И горячо, со слезами, до рассвета молилась насильно постриженная старица София, прося у Неба одоления на врага…
Было это в самый день Благовещения, в понедельник, 25 марта.
Быстро и Светлый праздник Христов, Пасха приспела. Ранняя она была.
Радостно гудят колокола над Москвой, стольным городом… Подвешенные на новой колокольне каменной, еще Василием начатой и теперь только отстроенной, медные великаны колокола гулко звенят, словно за весь народ радуются. И поют их медные зевы под ударами тяжких языков хвалу Всевышнему…
Отошла великая всенощная в церквах. Опустели улицы и площади кремлевские, где перед каждым ярко освещенным храмом черно от народу было. Дозорные только на стенах стоят, словно истуканы чернеются, дремлют, опершись о древки секир или на стволы пищалей…
Зато необычные для такого позднего времени шум и оживление царят в ярко освещенных новых каменных палатах дворцовых. Разговляется там царь со своими боярами ближними, с дворней, стражей дворцовой и прочей челядью… Христосуется с сотрапезниками, по обычаю.
И Елена тут же.
Уж к концу пришла святая трапеза. Руки царь омыл. Глазки слипаются.
– Мамушка! – негромко говорит он матери. – Спать хочу больно. Устал ведь. Можно ли?
– Можно, сынок, можно… Прощайся, отпускай всех…
И прощается царь.
В это время подошла к Елене мамка царева, слуга ее близкая, сама Аграфена Челяднина.
– Пожалуй, государыня-матушка…
– Что надо, говори.
– Богомолица тут одна… Старица Досифея… Из Вознесенского монастыря…
– Знаю, видывала… Что же ей? Руга пойдет им царская, как водится…
– Не то, господарыня… На Афоне была она… И до Ерулима-града святого сподобил дойти Всевышний. Памятку оттоль тебе принесла. Просфора, при Гробе Господнем свячена… Да яичко красное… Не погребуй… Дозволь челом бить…
– Как можно святыней такой брезговать?.. Пусть подходит.
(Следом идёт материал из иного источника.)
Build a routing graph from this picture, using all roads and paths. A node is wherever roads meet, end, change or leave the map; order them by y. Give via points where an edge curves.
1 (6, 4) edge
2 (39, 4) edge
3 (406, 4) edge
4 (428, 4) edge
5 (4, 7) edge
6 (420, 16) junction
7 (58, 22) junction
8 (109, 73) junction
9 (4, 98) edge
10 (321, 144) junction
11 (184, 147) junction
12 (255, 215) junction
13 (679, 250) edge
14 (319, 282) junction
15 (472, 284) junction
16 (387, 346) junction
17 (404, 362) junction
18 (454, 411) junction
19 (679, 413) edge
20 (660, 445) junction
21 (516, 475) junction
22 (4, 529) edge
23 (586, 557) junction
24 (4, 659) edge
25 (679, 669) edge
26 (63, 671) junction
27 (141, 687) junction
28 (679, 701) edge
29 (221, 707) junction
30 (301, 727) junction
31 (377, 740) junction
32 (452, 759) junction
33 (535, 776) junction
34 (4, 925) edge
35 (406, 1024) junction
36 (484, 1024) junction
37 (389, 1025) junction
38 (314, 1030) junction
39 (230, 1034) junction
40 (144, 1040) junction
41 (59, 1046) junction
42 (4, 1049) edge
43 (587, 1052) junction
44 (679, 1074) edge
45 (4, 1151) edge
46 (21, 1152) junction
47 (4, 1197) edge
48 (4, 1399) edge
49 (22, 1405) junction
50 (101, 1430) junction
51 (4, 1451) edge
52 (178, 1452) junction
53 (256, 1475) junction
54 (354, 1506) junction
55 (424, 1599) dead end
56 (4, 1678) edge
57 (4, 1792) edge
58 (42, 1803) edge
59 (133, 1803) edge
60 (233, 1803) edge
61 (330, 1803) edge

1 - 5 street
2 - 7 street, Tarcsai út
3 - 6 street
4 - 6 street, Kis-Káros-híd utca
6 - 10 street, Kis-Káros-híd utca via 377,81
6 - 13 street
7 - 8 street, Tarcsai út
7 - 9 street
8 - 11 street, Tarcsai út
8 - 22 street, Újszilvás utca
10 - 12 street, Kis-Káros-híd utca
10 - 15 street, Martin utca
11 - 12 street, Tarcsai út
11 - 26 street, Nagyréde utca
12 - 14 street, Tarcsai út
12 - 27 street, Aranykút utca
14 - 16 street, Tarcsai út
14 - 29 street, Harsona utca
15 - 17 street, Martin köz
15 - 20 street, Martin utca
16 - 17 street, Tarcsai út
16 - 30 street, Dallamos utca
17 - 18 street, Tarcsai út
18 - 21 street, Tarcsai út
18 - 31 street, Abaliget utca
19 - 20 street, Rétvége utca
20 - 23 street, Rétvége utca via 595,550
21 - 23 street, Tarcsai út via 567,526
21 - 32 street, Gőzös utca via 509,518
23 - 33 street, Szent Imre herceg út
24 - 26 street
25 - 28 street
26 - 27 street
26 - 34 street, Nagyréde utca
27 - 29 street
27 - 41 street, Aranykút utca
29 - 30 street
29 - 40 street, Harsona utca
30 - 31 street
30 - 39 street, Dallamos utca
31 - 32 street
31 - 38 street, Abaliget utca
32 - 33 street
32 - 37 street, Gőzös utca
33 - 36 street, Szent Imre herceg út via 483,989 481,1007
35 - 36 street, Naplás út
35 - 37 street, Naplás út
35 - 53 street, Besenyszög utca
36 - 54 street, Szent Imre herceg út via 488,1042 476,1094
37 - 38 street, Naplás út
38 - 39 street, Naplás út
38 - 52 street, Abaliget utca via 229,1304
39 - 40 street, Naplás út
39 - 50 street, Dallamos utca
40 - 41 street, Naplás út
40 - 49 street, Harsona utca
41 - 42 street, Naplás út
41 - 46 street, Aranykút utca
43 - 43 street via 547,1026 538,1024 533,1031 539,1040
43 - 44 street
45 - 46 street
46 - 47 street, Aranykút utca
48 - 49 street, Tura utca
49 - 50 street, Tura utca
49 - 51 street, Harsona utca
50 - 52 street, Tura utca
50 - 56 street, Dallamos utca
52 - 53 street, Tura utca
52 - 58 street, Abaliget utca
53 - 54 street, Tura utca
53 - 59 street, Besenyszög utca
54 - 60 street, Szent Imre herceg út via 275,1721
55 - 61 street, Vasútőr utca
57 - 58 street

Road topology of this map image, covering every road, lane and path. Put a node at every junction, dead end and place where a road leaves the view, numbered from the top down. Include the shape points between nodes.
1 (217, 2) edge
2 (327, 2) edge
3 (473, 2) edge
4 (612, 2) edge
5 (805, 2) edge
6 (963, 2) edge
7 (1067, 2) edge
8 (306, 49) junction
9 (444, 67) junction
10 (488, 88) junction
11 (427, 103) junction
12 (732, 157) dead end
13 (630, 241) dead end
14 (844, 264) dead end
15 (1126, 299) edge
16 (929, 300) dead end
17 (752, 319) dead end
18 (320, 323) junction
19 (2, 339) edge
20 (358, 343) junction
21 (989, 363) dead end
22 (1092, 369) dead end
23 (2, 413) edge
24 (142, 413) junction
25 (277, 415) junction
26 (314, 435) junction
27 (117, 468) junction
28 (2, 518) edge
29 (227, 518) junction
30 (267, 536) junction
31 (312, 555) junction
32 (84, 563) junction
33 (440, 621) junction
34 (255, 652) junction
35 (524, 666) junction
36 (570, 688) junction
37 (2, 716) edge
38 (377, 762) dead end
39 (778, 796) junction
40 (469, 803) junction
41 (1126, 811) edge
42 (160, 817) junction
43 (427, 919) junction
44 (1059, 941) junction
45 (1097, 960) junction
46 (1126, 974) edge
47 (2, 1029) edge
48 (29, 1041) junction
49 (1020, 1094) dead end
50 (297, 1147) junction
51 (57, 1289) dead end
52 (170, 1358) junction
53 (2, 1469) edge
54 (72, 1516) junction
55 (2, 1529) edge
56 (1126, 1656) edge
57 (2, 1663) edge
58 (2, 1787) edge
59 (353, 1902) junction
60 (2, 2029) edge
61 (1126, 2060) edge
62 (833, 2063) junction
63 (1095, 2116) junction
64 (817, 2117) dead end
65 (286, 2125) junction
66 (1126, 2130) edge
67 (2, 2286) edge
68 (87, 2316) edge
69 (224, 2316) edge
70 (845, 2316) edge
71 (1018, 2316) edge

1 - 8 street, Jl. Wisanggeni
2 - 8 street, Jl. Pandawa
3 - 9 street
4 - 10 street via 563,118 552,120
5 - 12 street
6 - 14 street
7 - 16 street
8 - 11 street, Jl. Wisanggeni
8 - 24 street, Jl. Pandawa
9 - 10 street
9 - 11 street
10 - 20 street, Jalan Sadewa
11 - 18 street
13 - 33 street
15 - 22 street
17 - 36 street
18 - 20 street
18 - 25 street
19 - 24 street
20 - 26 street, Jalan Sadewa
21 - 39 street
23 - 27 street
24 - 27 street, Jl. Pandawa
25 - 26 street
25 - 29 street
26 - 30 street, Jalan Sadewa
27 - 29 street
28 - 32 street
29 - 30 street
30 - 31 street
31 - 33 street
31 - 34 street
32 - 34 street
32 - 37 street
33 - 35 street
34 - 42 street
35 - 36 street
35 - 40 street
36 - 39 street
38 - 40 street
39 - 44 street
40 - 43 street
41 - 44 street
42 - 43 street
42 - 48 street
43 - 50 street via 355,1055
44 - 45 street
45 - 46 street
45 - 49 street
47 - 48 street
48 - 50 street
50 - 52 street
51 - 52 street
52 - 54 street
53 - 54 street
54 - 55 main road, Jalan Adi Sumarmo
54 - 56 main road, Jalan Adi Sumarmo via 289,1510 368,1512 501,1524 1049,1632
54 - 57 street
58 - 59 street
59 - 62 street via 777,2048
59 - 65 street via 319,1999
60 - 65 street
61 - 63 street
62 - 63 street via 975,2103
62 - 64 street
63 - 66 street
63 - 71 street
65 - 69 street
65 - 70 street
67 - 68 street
Где она?
– Здесь сейчас… Я и кликну ее.
– Здесь? – задумавшись, переспросила княгиня. – Да как она добилась к тебе? Почему не завтра поутру?..
– На короткое время, на разговенье отпущена царское из монастыря… Только ради просьбы ее, что тебя видеть надобно. Сама ты еще когда поизволишь в монастырь… Ведь дорого, бают, яичко ко Христову дню… А мне о ней Плещеева-боярина женка шепнула. Знаешь, дружны мы с ней.
– Плещеева? Ну, это ничего!.. Проведи Досифею сюды… Я приму от нее дар, пока царь с гостями прощается…
Так, сама ничего не зная, уговорила преданная Аграфена Челяднина Елену принять посланницу Соломонии, взять просфору и яйцо красное из рук отравительницы.
Набожно на чистый плат приняла святую дань обруселая уже Елена.
А Досифея сладко приговаривает:
– Сподобил Господь… Вкуси, как Бог велел, натощах завтрева… Еще краше да здоровей, чем есть, государыня, станешь…
– Спасибо, спасибо… Знаю уж… – отвечала Елена.
Одарила монахиню, чем пришлось – и скрылась, исчезла та из виду; так же незаметно, как пришла, смешалась с толпой челяди, которая повалила из дворца за отъезжающими боярами.